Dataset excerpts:
○ ○ ○

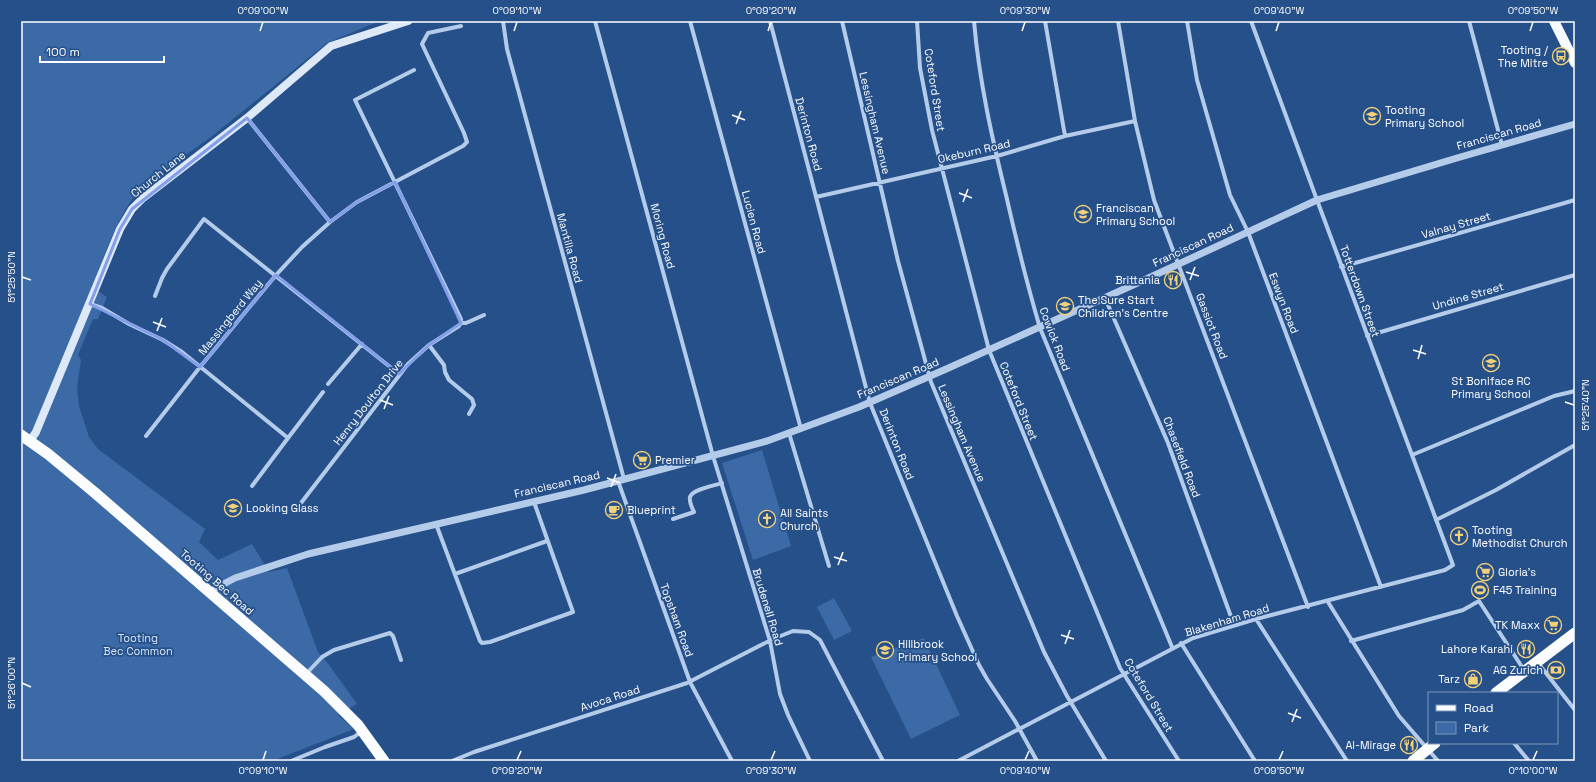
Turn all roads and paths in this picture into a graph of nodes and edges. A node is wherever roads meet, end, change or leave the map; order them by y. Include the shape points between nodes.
1 (408, 21) edge
2 (503, 21) edge
3 (595, 21) edge
4 (690, 21) edge
5 (770, 21) edge
6 (842, 21) edge
7 (917, 21) edge
8 (974, 21) edge
9 (1045, 21) edge
10 (1118, 21) edge
11 (1187, 21) edge
12 (1251, 21) edge
13 (1469, 21) edge
14 (1554, 21) edge
15 (461, 26) dead end
16 (1571, 50) edge
17 (1575, 63) edge
18 (414, 70) dead end
19 (247, 118) junction
20 (1135, 121) junction
21 (1575, 124) edge
22 (1065, 136) junction
23 (1502, 145) junction
24 (997, 156) junction
25 (942, 168) junction
26 (395, 182) junction
27 (880, 183) junction
28 (816, 197) junction
29 (1317, 200) junction
30 (1575, 200) edge
31 (330, 222) junction
32 (1248, 232) junction
33 (1179, 264) junction
34 (1341, 266) junction
35 (276, 275) junction
36 (1575, 275) edge
37 (155, 296) dead end
38 (1105, 298) junction
39 (90, 304) junction
40 (484, 315) dead end
41 (461, 323) junction
42 (1040, 328) junction
43 (1367, 336) junction
44 (362, 344) junction
45 (429, 345) junction
46 (989, 350) junction
47 (200, 367) junction
48 (399, 374) junction
49 (930, 376) junction
50 (328, 384) dead end
51 (1575, 391) edge
52 (323, 392) dead end
53 (870, 403) junction
54 (469, 414) dead end
55 (801, 429) junction
56 (789, 433) junction
57 (146, 436) dead end
58 (25, 438) edge
59 (288, 438) junction
60 (1575, 445) edge
61 (1412, 455) junction
62 (713, 456) junction
63 (621, 480) junction
64 (722, 483) junction
65 (252, 486) dead end
66 (533, 501) junction
67 (301, 503) dead end
68 (673, 519) dead end
69 (1436, 520) junction
70 (436, 524) junction
71 (547, 541) junction
72 (829, 566) dead end
73 (1452, 566) joint
74 (455, 574) junction
75 (1382, 587) junction
76 (211, 593) junction
77 (1328, 602) junction
78 (1308, 607) junction
79 (1256, 619) junction
80 (1234, 625) junction
81 (1575, 633) edge
82 (770, 641) junction
83 (1351, 641) junction
84 (1181, 643) junction
85 (1172, 647) junction
86 (401, 660) dead end
87 (1536, 661) junction
88 (1524, 671) junction
89 (1123, 674) junction
90 (305, 675) junction
91 (690, 682) junction
92 (1497, 692) edge
93 (1071, 702) junction
94 (1575, 710) edge
95 (1019, 728) junction
96 (362, 731) junction
97 (1428, 743) edge
98 (1515, 744) edge
99 (1431, 746) edge
100 (291, 761) edge
101 (384, 761) edge
102 (452, 761) edge
103 (732, 761) edge
104 (810, 761) edge
105 (883, 761) edge
106 (958, 761) edge
107 (1037, 761) edge
108 (1106, 761) edge
109 (1179, 761) edge
110 (1255, 761) edge
111 (1347, 761) edge
112 (1413, 761) edge
113 (1438, 761) edge
114 (1529, 761) edge

1 - 19 main road, Church Lane via 330,46
2 - 63 street, Mantilla Road via 509,56
3 - 62 street, Moring Road
4 - 55 street, Lucien Road
5 - 28 street, Derinton Road
6 - 27 street, Lessingham Avenue
7 - 25 street, Coteford Street via 920,68
8 - 24 street, Cowick Road via 978,61
9 - 22 street
10 - 20 street, Gassiot Road
11 - 32 street, Eswyn Road via 1197,80 1228,188
12 - 29 street, Totterdown Street
13 - 23 street
14 - 16 main road
15 - 26 street, Massingberd Way via 428,33 422,44 467,142
16 - 17 main road
18 - 26 street via 355,100
19 - 31 street
19 - 39 main road, Church Lane via 132,209 120,229
20 - 22 street, Okeburn Road
20 - 33 street, Gassiot Road via 1154,200
21 - 23 street, Franciscan Road
22 - 24 street, Okeburn Road
23 - 29 street, Franciscan Road
24 - 25 street, Okeburn Road
24 - 42 street, Cowick Road via 1028,290
25 - 27 street, Okeburn Road
25 - 46 street, Coteford Street
26 - 31 street, Massingberd Way via 357,202
26 - 41 street
27 - 28 street, Okeburn Road
27 - 49 street, Lessingham Avenue
28 - 53 street, Derinton Road
29 - 32 street, Franciscan Road
29 - 34 street, Totterdown Street
30 - 34 street, Valnay Street
31 - 35 street, Massingberd Way
32 - 33 street, Franciscan Road
32 - 75 street, Eswyn Road
33 - 38 street, Franciscan Road
33 - 78 street, Gassiot Road
34 - 43 street, Totterdown Street
35 - 37 street via 204,219 167,269
35 - 44 street
35 - 47 street, Massingberd Way
36 - 43 street, Undine Street
38 - 42 street, Franciscan Road
38 - 80 street, Chasefield Road via 1168,443
39 - 47 street, Massingberd Way via 163,340
39 - 58 main road, Church Lane via 36,432
40 - 41 street, Henry Doulton Drive
41 - 45 street, Henry Doulton Drive
42 - 46 street, Franciscan Road
42 - 85 street, Cowick Road
43 - 61 street, Totterdown Street
44 - 48 street
44 - 50 street
45 - 48 street, Henry Doulton Drive
45 - 54 street via 444,365 449,380 472,399 474,405
46 - 49 street, Franciscan Road
46 - 89 street, Coteford Street
47 - 57 street
47 - 59 street
48 - 67 street, Henry Doulton Drive
49 - 53 street, Franciscan Road
49 - 93 street, Lessingham Avenue via 1044,652
51 - 61 street via 1554,396
52 - 59 street
53 - 55 street, Franciscan Road
53 - 95 street, Derinton Road via 979,665
55 - 56 street, Franciscan Road
56 - 62 street, Franciscan Road
56 - 72 street
58 - 76 highway, Tooting Bec Road via 88,487
59 - 65 street
60 - 69 street via 1496,490
61 - 69 street, Totterdown Street
62 - 63 street, Franciscan Road
62 - 64 street, Brudenell Road
63 - 66 street, Franciscan Road
63 - 91 street, Topsham Road
64 - 68 street via 694,492 690,496 694,512
64 - 82 street, Brudenell Road
66 - 70 street, Franciscan Road
66 - 71 street
69 - 73 street, Totterdown Street via 1453,562
70 - 74 street
70 - 76 street, Franciscan Road via 284,561 224,583
71 - 74 street
71 - 74 street via 573,612 490,642 482,643 480,640
73 - 75 street, Blakenham Road
75 - 77 street, Blakenham Road
76 - 90 highway, Tooting Bec Road
77 - 78 street, Blakenham Road
77 - 83 street
78 - 79 street, Blakenham Road
79 - 80 street, Blakenham Road
79 - 111 street
80 - 84 street, Blakenham Road
81 - 87 highway
82 - 91 street, Avoca Road
82 - 104 street, Brudenell Road via 782,700
82 - 105 street, Avoca Road via 797,630 809,632 820,640
83 - 88 street via 1463,610 1479,601
83 - 97 street via 1399,716
84 - 85 street, Blakenham Road
84 - 110 street
85 - 89 street, Blakenham Road
86 - 90 street via 390,633 334,650 322,657
87 - 88 highway
87 - 94 street
88 - 92 highway
89 - 93 street, Blakenham Road
89 - 109 street, Coteford Street
90 - 96 highway, Tooting Bec Road via 350,716
91 - 102 street, Avoca Road
91 - 103 street, Topsham Road
93 - 95 street, Blakenham Road
93 - 108 street, Lessingham Avenue
95 - 106 street, Blakenham Road
95 - 107 street, Derinton Road
96 - 100 street via 354,737
96 - 101 highway, Tooting Bec Road
98 - 114 street
99 - 112 highway
99 - 113 street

○ ○ ○

### Assignment
Say how many lines of the data above have the string "Coteford" in them, and write nothing besides that number.

### Exercise solution
4